By Captain Andrew Betson

Good afternoon, ladies and gentlemen.  On behalf of the Defense and Strategic Studies Program, the Department of Military Instruction, and our panelists, welcome to the third DSS War Council, “Crisis in Crimea.”  Former Ambassador to the Soviet Union recently stated, “I believe that nobody can understand the likely outcomes of what is happening unless they bear in mind the historical, geographic, political and psychological factors at play in these dramatic events.”  We have gathered this War Council for both an academic and professional purpose – to discuss American strategic options in reaction to these dramatic events, the second example of significant strong arm diplomacy by Russia is less than 6 years.

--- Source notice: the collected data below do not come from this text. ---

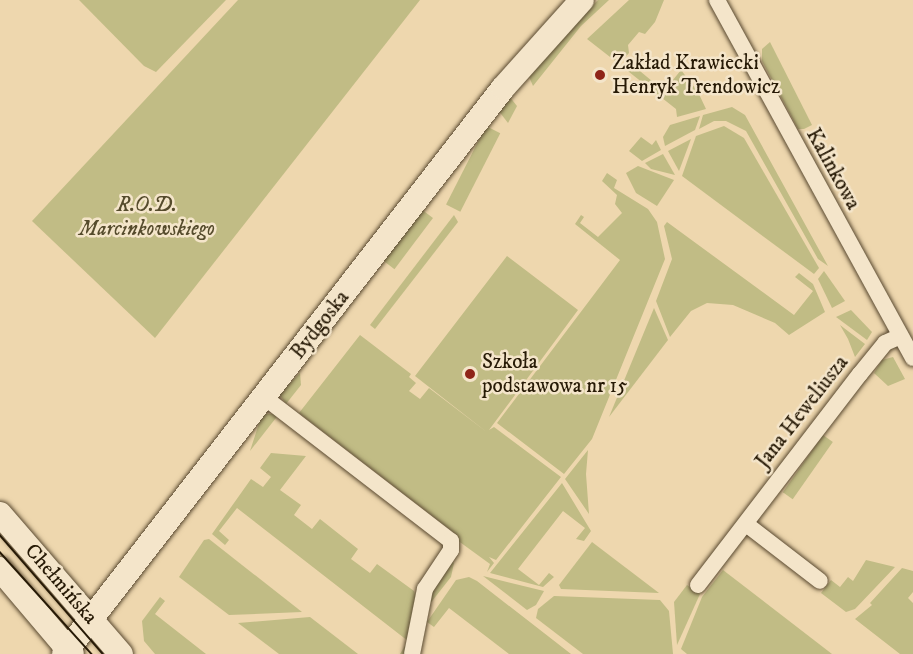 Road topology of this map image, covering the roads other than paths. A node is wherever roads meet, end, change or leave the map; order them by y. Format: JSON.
{"nodes":[{"id":1,"x":582,"y":0,"type":"edge"},
{"id":2,"x":717,"y":0,"type":"edge"},
{"id":3,"x":901,"y":336,"type":"junction"},
{"id":4,"x":913,"y":358,"type":"edge"},
{"id":5,"x":264,"y":397,"type":"junction"},
{"id":6,"x":0,"y":514,"type":"edge"},
{"id":7,"x":746,"y":524,"type":"junction"},
{"id":8,"x":0,"y":569,"type":"edge"},
{"id":9,"x":820,"y":581,"type":"dead end"},
{"id":10,"x":698,"y":585,"type":"dead end"},
{"id":11,"x":91,"y":619,"type":"junction"},
{"id":12,"x":68,"y":652,"type":"edge"},
{"id":13,"x":121,"y":654,"type":"edge"},
{"id":14,"x":412,"y":654,"type":"edge"}],
"edges":[{"from":1,"to":5,"type":"street","name":"Bydgoska"},
{"from":2,"to":3,"type":"street","name":"Kalinkowa"},
{"from":3,"to":4,"type":"street","name":"Kalinkowa"},
{"from":3,"to":7,"type":"street","name":"Jana Heweliusza"},
{"from":5,"to":11,"type":"street","name":"Bydgoska"},
{"from":5,"to":14,"type":"street"},
{"from":6,"to":11,"type":"street","name":"Chełmińska"},
{"from":7,"to":9,"type":"street"},
{"from":7,"to":10,"type":"street","name":"Jana Heweliusza"},
{"from":8,"to":12,"type":"street","name":"Chełmińska"},
{"from":11,"to":12,"type":"street","name":"Bydgoska"},
{"from":11,"to":13,"type":"street","name":"Chełmińska"}]} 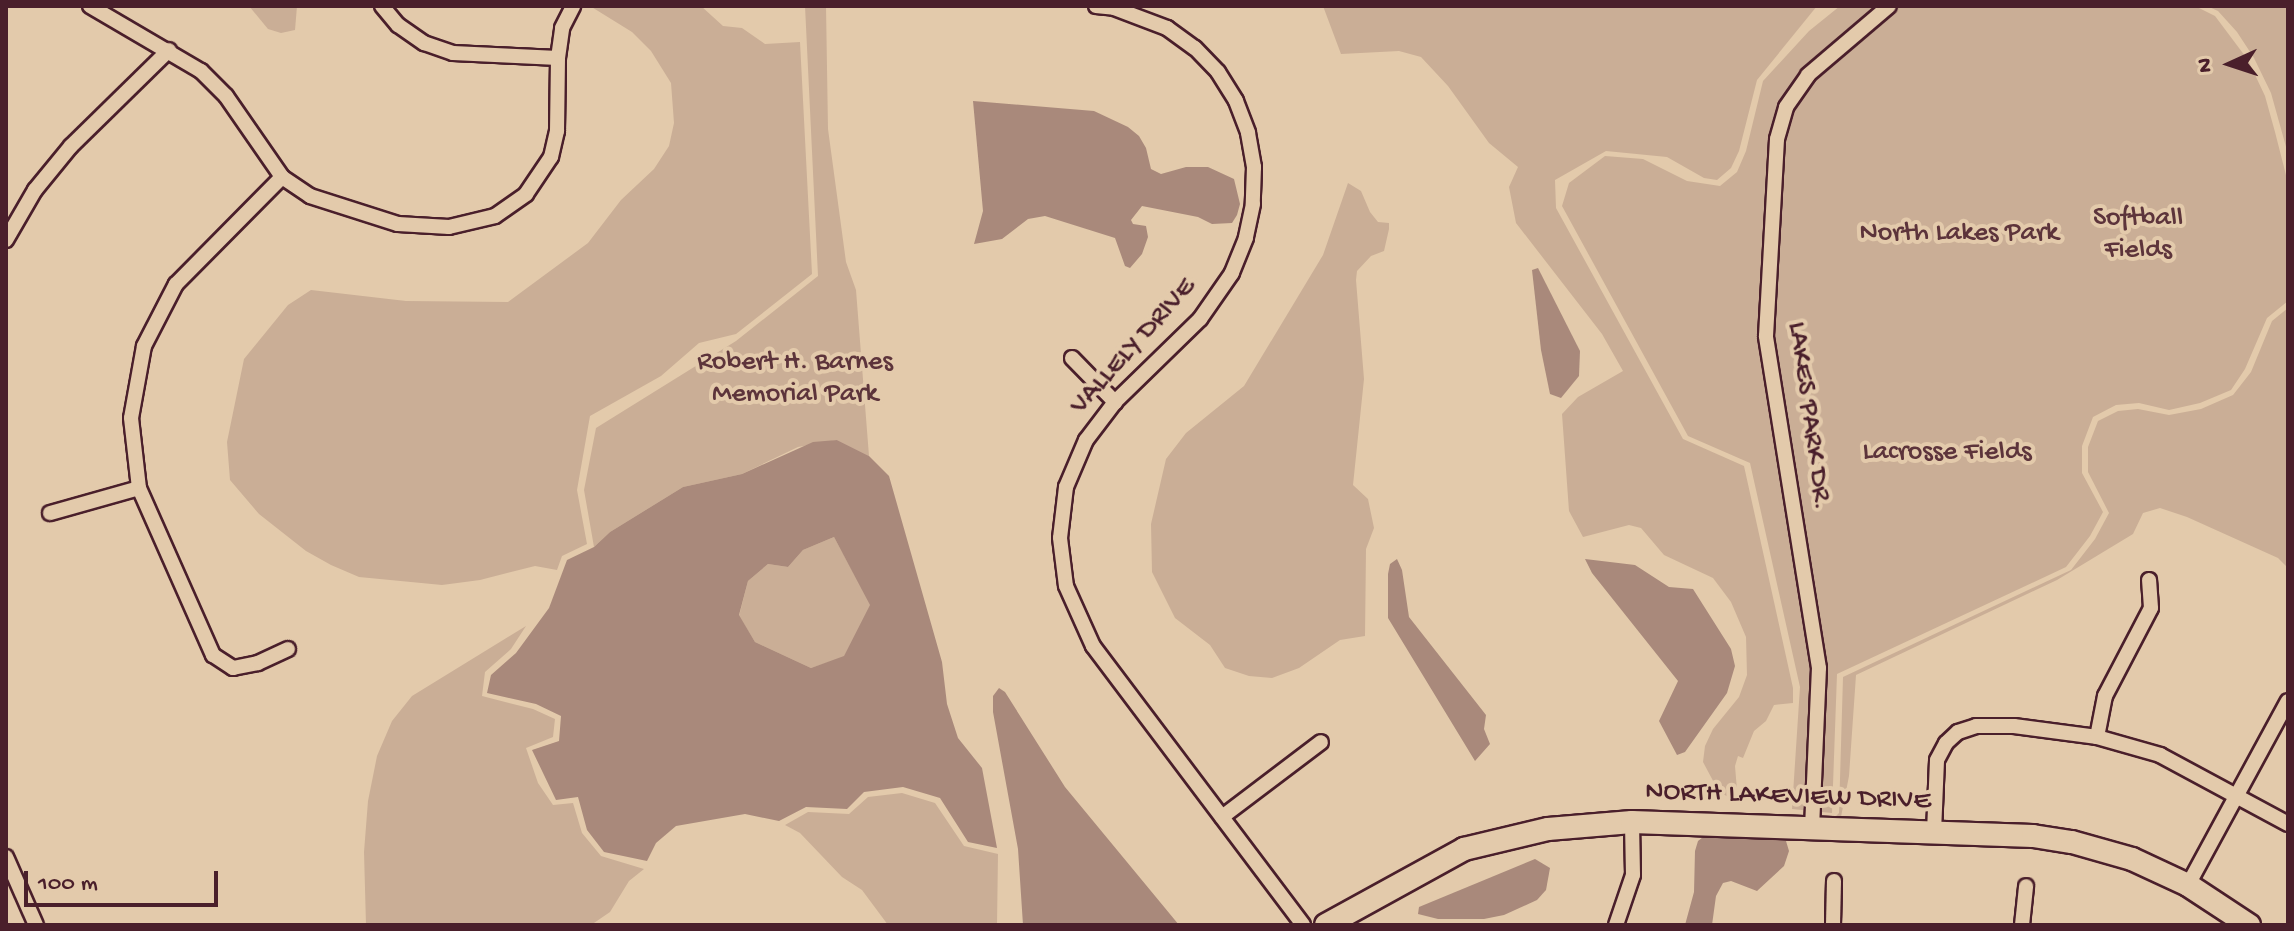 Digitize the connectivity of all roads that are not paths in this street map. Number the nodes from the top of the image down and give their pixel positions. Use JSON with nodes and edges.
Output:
{"nodes":[{"id":1,"x":90,"y":6,"type":"edge"},
{"id":2,"x":382,"y":6,"type":"edge"},
{"id":3,"x":573,"y":6,"type":"edge"},
{"id":4,"x":1096,"y":6,"type":"edge"},
{"id":5,"x":1889,"y":6,"type":"edge"},
{"id":6,"x":169,"y":50,"type":"junction"},
{"id":7,"x":558,"y":58,"type":"junction"},
{"id":8,"x":282,"y":177,"type":"junction"},
{"id":9,"x":6,"y":240,"type":"edge"},
{"id":10,"x":1072,"y":358,"type":"dead end"},
{"id":11,"x":1115,"y":402,"type":"junction"},
{"id":12,"x":139,"y":488,"type":"junction"},
{"id":13,"x":50,"y":513,"type":"dead end"},
{"id":14,"x":2149,"y":580,"type":"dead end"},
{"id":15,"x":288,"y":649,"type":"dead end"},
{"id":16,"x":2288,"y":701,"type":"edge"},
{"id":17,"x":2097,"y":737,"type":"junction"},
{"id":18,"x":1321,"y":742,"type":"dead end"},
{"id":19,"x":2236,"y":794,"type":"junction"},
{"id":20,"x":1222,"y":817,"type":"junction"},
{"id":21,"x":1632,"y":822,"type":"junction"},
{"id":22,"x":2288,"y":824,"type":"edge"},
{"id":23,"x":1812,"y":828,"type":"junction"},
{"id":24,"x":1934,"y":832,"type":"junction"},
{"id":25,"x":6,"y":857,"type":"edge"},
{"id":26,"x":1834,"y":881,"type":"dead end"},
{"id":27,"x":2188,"y":885,"type":"junction"},
{"id":28,"x":2026,"y":886,"type":"dead end"},
{"id":29,"x":36,"y":925,"type":"edge"},
{"id":30,"x":1303,"y":925,"type":"edge"},
{"id":31,"x":1326,"y":925,"type":"edge"},
{"id":32,"x":1616,"y":925,"type":"edge"},
{"id":33,"x":1833,"y":925,"type":"edge"},
{"id":34,"x":2022,"y":925,"type":"edge"},
{"id":35,"x":2249,"y":925,"type":"edge"}],
"edges":[{"from":1,"to":6,"type":"street"},
{"from":2,"to":7,"type":"street"},
{"from":3,"to":7,"type":"street"},
{"from":4,"to":11,"type":"street","name":"VALLELY DRIVE"},
{"from":5,"to":23,"type":"street","name":"LAKES PARK DR."},
{"from":6,"to":8,"type":"street"},
{"from":6,"to":9,"type":"street"},
{"from":7,"to":8,"type":"street"},
{"from":8,"to":12,"type":"street"},
{"from":10,"to":11,"type":"street"},
{"from":11,"to":20,"type":"street","name":"VALLELY DRIVE"},
{"from":12,"to":13,"type":"street"},
{"from":12,"to":15,"type":"street"},
{"from":14,"to":17,"type":"street"},
{"from":16,"to":19,"type":"street"},
{"from":17,"to":19,"type":"street"},
{"from":17,"to":24,"type":"street"},
{"from":18,"to":20,"type":"street"},
{"from":19,"to":22,"type":"street"},
{"from":19,"to":27,"type":"street"},
{"from":20,"to":30,"type":"street","name":"VALLELY DRIVE"},
{"from":21,"to":23,"type":"street","name":"NORTH LAKEVIEW DRIVE"},
{"from":21,"to":31,"type":"street","name":"NORTH LAKEVIEW DRIVE"},
{"from":21,"to":32,"type":"street"},
{"from":23,"to":24,"type":"street","name":"NORTH LAKEVIEW DRIVE"},
{"from":24,"to":27,"type":"street","name":"NORTH LAKEVIEW DRIVE"},
{"from":25,"to":29,"type":"street"},
{"from":26,"to":33,"type":"street"},
{"from":27,"to":35,"type":"street","name":"NORTH LAKEVIEW DRIVE"},
{"from":28,"to":34,"type":"street"}]} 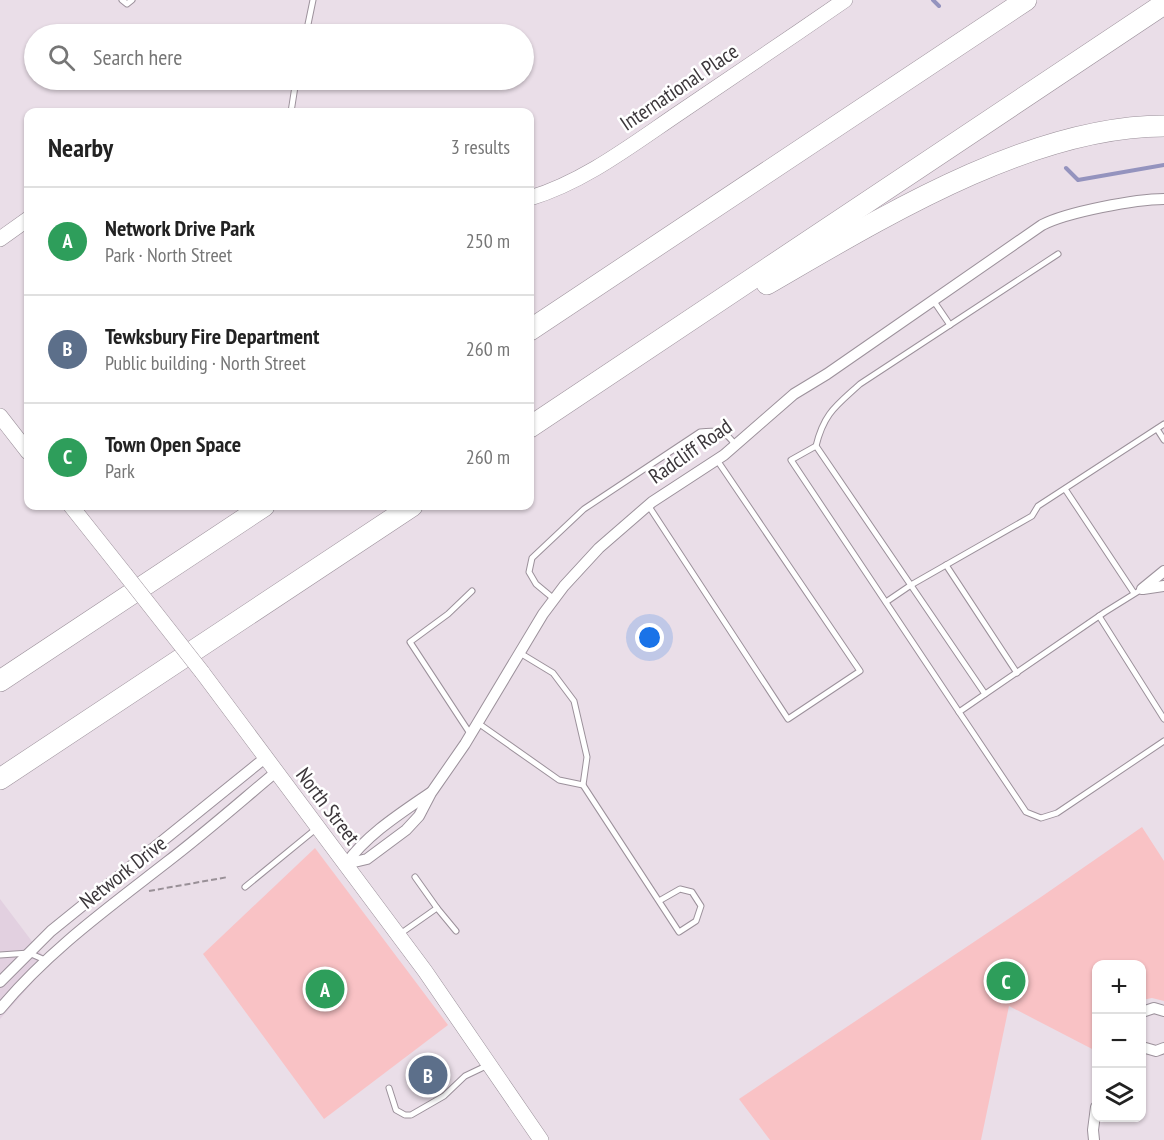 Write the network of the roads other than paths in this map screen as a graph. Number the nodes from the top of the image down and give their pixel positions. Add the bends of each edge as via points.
1 (122, 0) edge
2 (132, 0) edge
3 (313, 0) edge
4 (845, 0) edge
5 (1026, 0) edge
6 (1164, 4) edge
7 (308, 24) edge
8 (294, 90) edge
9 (292, 108) edge
10 (1164, 126) edge
11 (534, 197) edge
12 (1164, 199) edge
13 (24, 222) edge
14 (0, 238) edge
15 (1058, 254) dead end
16 (933, 300) junction
17 (950, 325) junction
18 (534, 327) edge
19 (608, 375) junction
20 (0, 416) edge
21 (534, 424) edge
22 (1164, 424) edge
23 (1156, 429) junction
24 (1164, 440) edge
25 (735, 446) junction
26 (816, 446) junction
27 (24, 447) edge
28 (717, 460) junction
29 (1065, 489) junction
30 (648, 505) junction
31 (74, 510) edge
32 (258, 510) edge
33 (406, 510) edge
34 (946, 565) junction
35 (1164, 571) edge
36 (911, 585) junction
37 (1164, 586) edge
38 (472, 591) dead end
39 (1138, 591) junction
40 (554, 599) junction
41 (886, 602) junction
42 (1099, 616) junction
43 (519, 652) junction
44 (1017, 673) junction
45 (0, 681) edge
46 (985, 694) junction
47 (958, 712) junction
48 (1164, 719) edge
49 (478, 723) junction
50 (471, 735) junction
51 (1164, 741) edge
52 (265, 759) junction
53 (276, 772) junction
54 (0, 779) edge
55 (583, 785) junction
56 (431, 793) junction
57 (318, 827) junction
58 (346, 864) junction
59 (415, 878) dead end
60 (245, 887) dead end
61 (659, 901) junction
62 (437, 908) junction
63 (456, 931) dead end
64 (398, 935) junction
65 (29, 953) junction
66 (0, 956) edge
67 (45, 960) junction
68 (0, 982) edge
69 (0, 1009) edge
70 (1146, 1011) edge
71 (1164, 1011) edge
72 (1164, 1048) edge
73 (1146, 1049) edge
74 (490, 1065) junction
75 (390, 1088) dead end
76 (1094, 1122) edge
77 (541, 1140) edge
78 (1094, 1140) edge

1 - 2 lane via 127,4
3 - 7 lane
4 - 11 main road, International Place via 645,136 582,175
5 - 18 highway
6 - 19 highway
8 - 9 lane
10 - 19 highway via 1082,135 988,168 881,220
12 - 16 street, Radcliff Road via 1050,221
13 - 14 main road
15 - 17 lane
16 - 17 lane
16 - 25 street, Radcliff Road via 794,394
17 - 26 lane via 860,384 833,408 821,427
19 - 21 highway
20 - 27 main road
22 - 23 lane
23 - 24 lane
23 - 29 lane
25 - 28 street, Radcliff Road
25 - 40 lane via 718,429 700,432 584,509 532,558 532,578
26 - 36 lane
26 - 41 lane via 792,460
28 - 30 street, Radcliff Road
28 - 30 lane via 860,671 788,719
29 - 34 lane via 1038,506 1032,516
29 - 39 lane
30 - 40 street, Radcliff Road via 599,548
31 - 52 main road, North Street, bridge
32 - 45 highway
33 - 54 highway
34 - 36 lane
34 - 44 lane
35 - 39 street
36 - 41 lane
36 - 46 lane
37 - 39 street
38 - 50 lane via 410,642
39 - 42 lane
40 - 43 street, Radcliff Road
41 - 47 lane
42 - 44 lane
42 - 48 lane
43 - 49 street, Radcliff Road
43 - 55 lane via 553,673 574,701 587,757
44 - 46 lane
46 - 47 lane
47 - 51 lane via 1026,812 1041,818 1057,813
49 - 50 street, Radcliff Road
49 - 55 lane via 559,780
50 - 56 street, Radcliff Road
52 - 53 main road, North Street
52 - 65 street, Network Drive via 51,931
53 - 57 main road, North Street
53 - 67 street, Network Drive
55 - 61 lane
56 - 58 street via 357,848
56 - 58 street, Radcliff Road via 406,830 367,859
57 - 58 main road, North Street
57 - 60 lane
58 - 64 main road, North Street
59 - 62 lane
61 - 61 lane via 679,932 696,921 701,906 692,891 680,889
62 - 63 lane
62 - 64 lane
64 - 74 main road, North Street
65 - 66 lane
65 - 67 lane
65 - 68 street, Network Drive
67 - 69 street, Network Drive
70 - 71 street
72 - 73 street
74 - 75 lane via 465,1076 444,1096 411,1115 396,1110
74 - 77 main road, North Street
76 - 78 street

These things are hard to predict.  In “Foreign Policy’s” 2013 Failed States Index, in which they rank the strength of the world’s countries through categories such as Demographic Pressures, Human Flight, Human Rights, and Public Services, Ukraine scored 117, between Jamaica and Malaysia.  She was less than ten spots behind Brazil, it ranked higher than South Africa by four, and Russia by 37.  Nonetheless, about three months ago, pro-Western activists set out into Kiev Independence Square and across Ukraine in reaction to the now-ousted President Yanukovych’s rapprochement with Russia.

Yanukovych’s policies followed years of a decidedly western looking Foreign Policy for Ukraine.  On 23 May 2002, then Ukrainian President Leonid Kuchma announced that his country would pursue NATO Membership, to the chagrin of his pro-Russian PM Yanukovych.  After a run-off election in 2004, the country’s President Yuschenko and PM Iulia Timoschenko made clear their pro-Western policies on all fronts to the international community.

In June 2006, the “gas attack” served as a harbinger of things to come.  Russian President Putin announced that the oil market demanded that Gazprom, natural gas company controlled through majority shares by the Russian Government, must raise the price of natural gas for Ukraine by 360%.  Yuschenko threatened a raise in the rents for the Black Sea Fleet portage in Sevastopal to which Putin threatened a reexamination of ownership of the Crimean Peninsula.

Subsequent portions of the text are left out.